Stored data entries
################

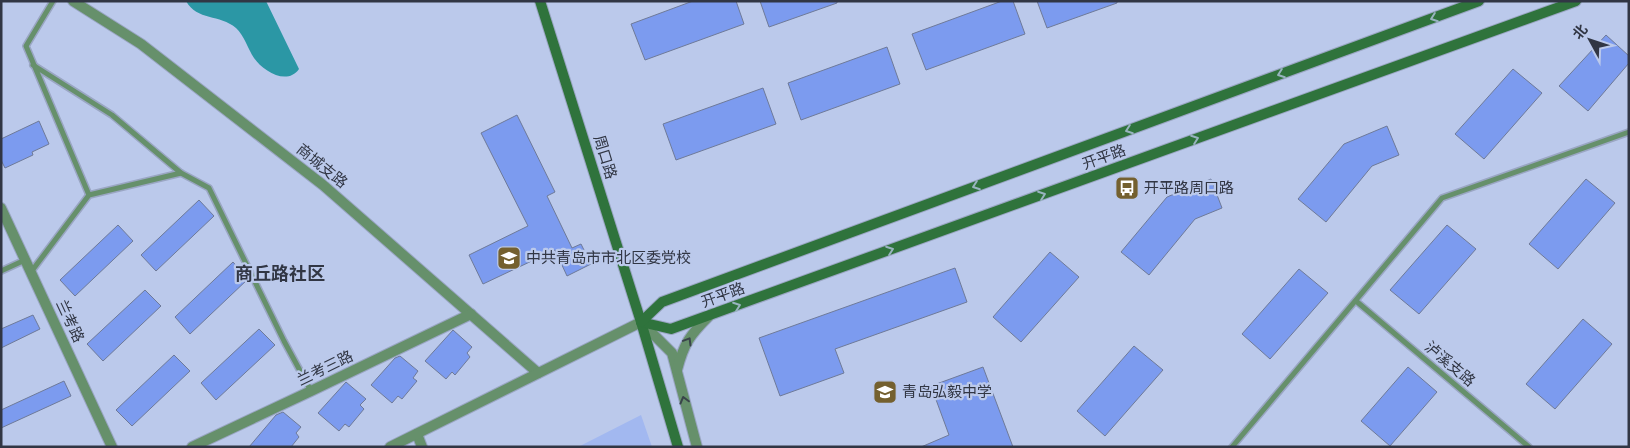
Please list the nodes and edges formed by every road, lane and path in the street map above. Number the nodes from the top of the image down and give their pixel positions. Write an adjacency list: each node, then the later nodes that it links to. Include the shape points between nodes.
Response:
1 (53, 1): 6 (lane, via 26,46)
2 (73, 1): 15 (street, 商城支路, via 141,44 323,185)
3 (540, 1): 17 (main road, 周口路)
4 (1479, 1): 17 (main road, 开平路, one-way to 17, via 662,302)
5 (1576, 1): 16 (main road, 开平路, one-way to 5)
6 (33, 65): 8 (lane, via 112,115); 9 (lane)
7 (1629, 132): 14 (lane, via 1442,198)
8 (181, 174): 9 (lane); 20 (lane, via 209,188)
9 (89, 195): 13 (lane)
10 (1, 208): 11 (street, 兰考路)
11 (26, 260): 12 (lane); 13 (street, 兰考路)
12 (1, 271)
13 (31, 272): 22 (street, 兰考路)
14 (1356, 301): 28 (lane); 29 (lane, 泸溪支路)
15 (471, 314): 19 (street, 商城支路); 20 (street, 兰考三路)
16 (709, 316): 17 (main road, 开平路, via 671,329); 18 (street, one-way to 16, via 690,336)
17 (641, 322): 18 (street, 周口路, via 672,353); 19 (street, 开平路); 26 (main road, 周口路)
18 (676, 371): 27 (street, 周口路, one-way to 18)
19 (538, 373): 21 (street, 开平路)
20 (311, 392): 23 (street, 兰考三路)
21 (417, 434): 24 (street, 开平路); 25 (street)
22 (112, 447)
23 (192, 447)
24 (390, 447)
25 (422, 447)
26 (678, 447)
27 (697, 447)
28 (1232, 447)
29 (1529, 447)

################

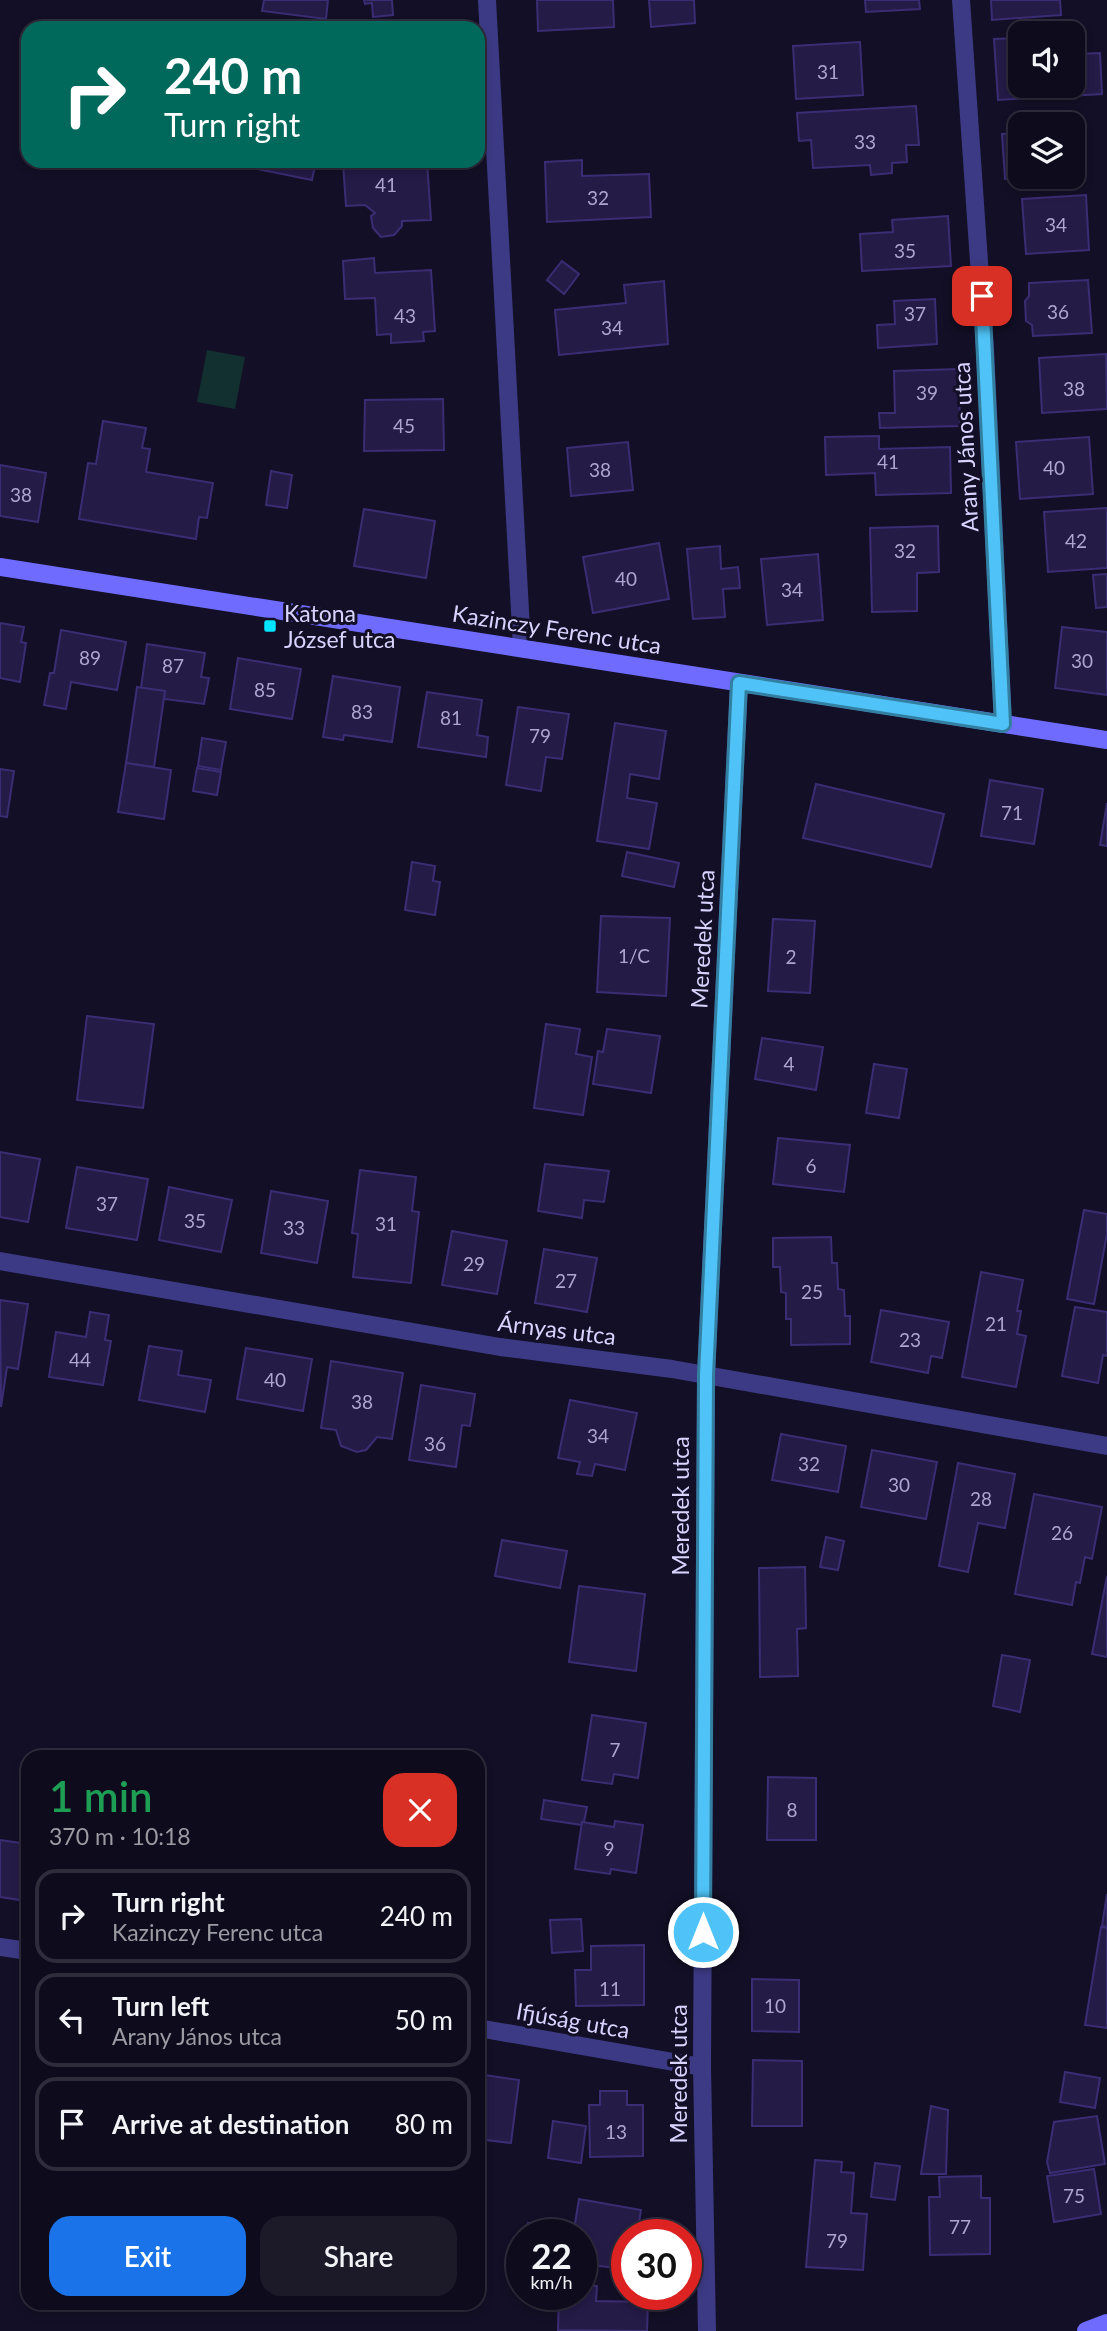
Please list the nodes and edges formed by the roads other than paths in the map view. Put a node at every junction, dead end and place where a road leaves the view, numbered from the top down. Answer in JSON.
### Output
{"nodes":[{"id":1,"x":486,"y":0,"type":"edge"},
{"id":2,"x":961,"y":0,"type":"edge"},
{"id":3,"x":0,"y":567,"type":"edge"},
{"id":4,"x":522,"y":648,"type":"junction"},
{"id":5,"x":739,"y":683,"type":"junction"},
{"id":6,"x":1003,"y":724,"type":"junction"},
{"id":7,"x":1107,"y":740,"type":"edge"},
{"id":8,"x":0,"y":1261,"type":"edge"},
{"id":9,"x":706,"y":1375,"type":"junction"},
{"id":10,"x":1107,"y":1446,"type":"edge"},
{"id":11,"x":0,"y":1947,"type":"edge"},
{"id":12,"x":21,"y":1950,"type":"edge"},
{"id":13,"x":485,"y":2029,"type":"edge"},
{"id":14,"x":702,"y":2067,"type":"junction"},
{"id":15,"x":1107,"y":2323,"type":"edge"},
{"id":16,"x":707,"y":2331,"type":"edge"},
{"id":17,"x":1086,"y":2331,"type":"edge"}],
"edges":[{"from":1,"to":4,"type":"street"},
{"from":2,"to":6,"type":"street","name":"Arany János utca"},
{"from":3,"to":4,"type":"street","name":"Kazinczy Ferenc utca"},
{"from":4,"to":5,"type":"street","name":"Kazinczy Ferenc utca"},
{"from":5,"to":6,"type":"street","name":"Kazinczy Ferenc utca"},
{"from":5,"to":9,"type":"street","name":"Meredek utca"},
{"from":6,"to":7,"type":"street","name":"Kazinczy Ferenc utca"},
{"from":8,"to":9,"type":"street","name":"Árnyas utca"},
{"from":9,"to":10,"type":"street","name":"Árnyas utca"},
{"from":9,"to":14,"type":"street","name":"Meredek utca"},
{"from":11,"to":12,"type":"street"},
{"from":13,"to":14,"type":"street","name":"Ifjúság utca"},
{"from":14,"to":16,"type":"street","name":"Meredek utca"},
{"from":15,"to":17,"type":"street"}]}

################

- EXERCISE -
Copy out each line in the preceding records that contains "Please".

- THE COMPLETED TASK -
Please list the nodes and edges formed by every road, lane and path in the street map above. Number the nodes from the top of the image down and give their pixel positions. Write an adjacency list: each node, then the later nodes that it links to. Include the shape points between nodes.
Please list the nodes and edges formed by the roads other than paths in the map view. Put a node at every junction, dead end and place where a road leaves the view, numbered from the top down. Answer in JSON.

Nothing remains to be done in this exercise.